Tuesday, April 27, 2010

Depression!











For me one of the most annoying things about having breast cancer was being asked in the most halting of tones "Do you think you are depressed?" I would answer indignantly "No I am not DEPRESSED, I'm angry!"

I found that when I said I was angry there were very few people who wanted to hear the who, what and where of that statement. Only my closest confidants were there for those conversations. There were those who felt that if we could throw a pill at it then it would magically disappear. Or when I said I was angry they would say "Isn't that the same thing as being depressed?" NO, it is not the same thing at all.

Cancer was a huge interruption in what was a fun, interesting and fulfilled life. I had many friends and lots of fun activities that kept me stimulated and on a constant search for more and more of the same. I had a new career I was trying to get off the ground, one I had wanted for so many years. Finally it was beginning to take off and I felt I was stopped in midair.

Cancer was a big fat bummer! Now I spent my time in waiting rooms, under huge high tech machines to help the doctors diagnose just how big an interruption this was all going to be.
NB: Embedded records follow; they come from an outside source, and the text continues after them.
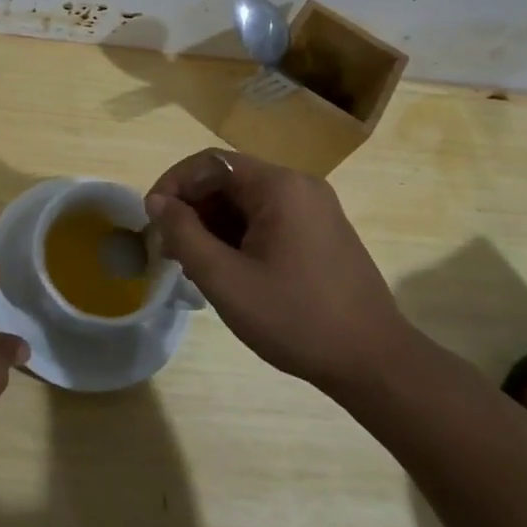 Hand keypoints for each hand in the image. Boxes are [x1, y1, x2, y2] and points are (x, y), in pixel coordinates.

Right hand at [145, 150, 415, 395]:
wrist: (374, 363)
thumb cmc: (295, 318)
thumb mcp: (226, 279)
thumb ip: (184, 234)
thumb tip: (157, 202)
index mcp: (279, 186)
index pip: (210, 163)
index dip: (173, 184)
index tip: (151, 220)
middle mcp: (299, 186)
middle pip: (228, 180)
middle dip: (192, 209)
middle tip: (169, 249)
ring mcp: (314, 210)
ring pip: (246, 202)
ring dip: (212, 225)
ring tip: (193, 265)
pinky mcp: (321, 233)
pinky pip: (267, 219)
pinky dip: (238, 236)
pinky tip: (226, 271) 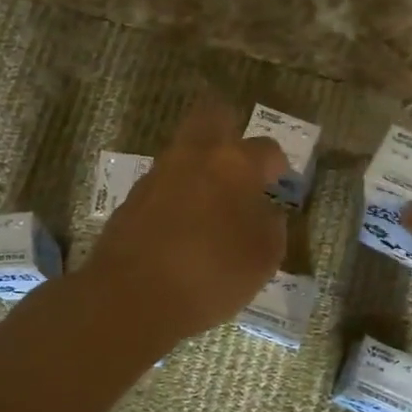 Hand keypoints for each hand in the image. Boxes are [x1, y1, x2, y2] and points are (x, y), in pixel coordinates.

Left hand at [81, 97, 287, 343]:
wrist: (132, 295)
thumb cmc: (212, 273)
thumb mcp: (263, 258)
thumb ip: (272, 227)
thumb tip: (266, 213)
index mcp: (235, 163)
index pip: (267, 148)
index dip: (278, 166)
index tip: (279, 185)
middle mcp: (195, 155)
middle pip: (213, 116)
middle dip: (229, 129)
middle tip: (240, 162)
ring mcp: (158, 173)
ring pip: (184, 150)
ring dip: (200, 165)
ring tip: (212, 202)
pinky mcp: (132, 196)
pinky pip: (163, 182)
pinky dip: (176, 193)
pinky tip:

I listened to the doctors and nurses explain to me my course of treatment. At night I agonized about all the serious decisions that I had to make and really just wished I could wake up from this dizzying nightmare that my life had become.
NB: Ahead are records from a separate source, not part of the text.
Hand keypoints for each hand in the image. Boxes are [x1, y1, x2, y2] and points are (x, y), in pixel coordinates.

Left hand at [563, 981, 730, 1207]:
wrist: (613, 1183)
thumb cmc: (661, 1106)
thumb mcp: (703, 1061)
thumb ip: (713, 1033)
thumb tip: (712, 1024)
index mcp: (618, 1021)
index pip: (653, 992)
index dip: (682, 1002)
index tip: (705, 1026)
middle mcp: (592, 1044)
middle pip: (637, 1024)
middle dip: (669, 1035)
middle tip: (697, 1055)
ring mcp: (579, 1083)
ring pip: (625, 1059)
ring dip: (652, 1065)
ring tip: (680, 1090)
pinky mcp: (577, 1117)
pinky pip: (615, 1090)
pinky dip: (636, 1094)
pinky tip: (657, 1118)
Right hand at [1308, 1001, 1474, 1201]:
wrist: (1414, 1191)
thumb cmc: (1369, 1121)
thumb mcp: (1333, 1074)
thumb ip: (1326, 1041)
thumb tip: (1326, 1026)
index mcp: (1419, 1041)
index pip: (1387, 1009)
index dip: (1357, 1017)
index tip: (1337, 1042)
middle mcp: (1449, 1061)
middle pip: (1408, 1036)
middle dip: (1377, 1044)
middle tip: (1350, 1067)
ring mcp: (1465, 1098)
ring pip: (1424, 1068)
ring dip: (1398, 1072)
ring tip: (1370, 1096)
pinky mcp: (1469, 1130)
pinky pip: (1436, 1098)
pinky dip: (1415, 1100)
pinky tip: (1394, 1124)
So was I depressed, no just infuriated that at 58 years of age I now had yet something else in my way! My life had been for various reasons a five steps forward three steps back kind of a struggle. I knew if I was going to get through to the other side I was going to have to go deep and pull out every bit of strength and coping skills I could muster.

Often I would hear my mom's voice in my ear telling me "When times are difficult you just keep pushing forward."